Costa desvaloriza polémica com comboio fretado pelo PS

O primeiro-ministro já comentou o caso da admissão pela CP de que o comboio fretado pelo PS para a rentrée em Caminha pode causar atrasos na circulação ferroviária.

"É um serviço comercial absolutamente normal que é feito a qualquer tipo de cliente [e] que é haver um comboio fretado."

Citado pela TSF, o primeiro-ministro desvalorizou assim, esta sexta-feira, a polémica em torno do comboio fretado pelo PS para transportar militantes até à rentrée do partido em Caminha (Viana do Castelo).
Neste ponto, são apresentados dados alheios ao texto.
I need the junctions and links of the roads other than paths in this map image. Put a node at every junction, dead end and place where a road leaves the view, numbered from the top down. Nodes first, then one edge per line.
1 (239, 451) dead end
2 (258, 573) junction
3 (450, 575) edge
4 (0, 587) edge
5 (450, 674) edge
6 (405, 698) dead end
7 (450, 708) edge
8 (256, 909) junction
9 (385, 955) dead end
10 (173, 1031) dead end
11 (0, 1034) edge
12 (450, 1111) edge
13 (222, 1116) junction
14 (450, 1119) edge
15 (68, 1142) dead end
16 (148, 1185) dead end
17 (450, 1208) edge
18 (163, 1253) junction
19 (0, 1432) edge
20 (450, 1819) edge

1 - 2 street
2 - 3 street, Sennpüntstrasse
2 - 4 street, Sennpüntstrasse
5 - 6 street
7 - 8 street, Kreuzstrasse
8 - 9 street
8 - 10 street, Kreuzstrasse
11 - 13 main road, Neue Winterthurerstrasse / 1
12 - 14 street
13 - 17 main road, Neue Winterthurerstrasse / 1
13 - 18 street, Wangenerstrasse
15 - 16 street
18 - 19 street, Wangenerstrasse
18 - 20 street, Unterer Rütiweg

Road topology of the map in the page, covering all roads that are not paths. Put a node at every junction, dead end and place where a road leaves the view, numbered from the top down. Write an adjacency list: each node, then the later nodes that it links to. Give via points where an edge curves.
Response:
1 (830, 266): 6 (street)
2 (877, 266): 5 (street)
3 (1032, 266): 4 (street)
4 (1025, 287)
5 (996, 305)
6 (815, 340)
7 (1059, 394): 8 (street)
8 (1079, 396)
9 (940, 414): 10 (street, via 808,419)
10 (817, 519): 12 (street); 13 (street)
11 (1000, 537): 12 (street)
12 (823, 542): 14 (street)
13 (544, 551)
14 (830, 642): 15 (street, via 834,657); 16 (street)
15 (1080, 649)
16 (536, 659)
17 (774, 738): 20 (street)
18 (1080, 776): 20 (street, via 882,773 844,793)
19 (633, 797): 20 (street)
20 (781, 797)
Costa falava aos jornalistas durante um passeio pelos Passadiços do Paiva (Arouca, distrito de Aveiro).

Documentos internos da CP revelados pelo Observador mostram que o referido comboio - que fará o percurso Lisboa-Pinhal Novo-Caminha (ida e volta) - poderá causar atrasos na circulação de outros comboios.

Uma fonte oficial da empresa disse aquele jornal que a admissão de atrasos nestas circunstâncias "é um procedimento regular".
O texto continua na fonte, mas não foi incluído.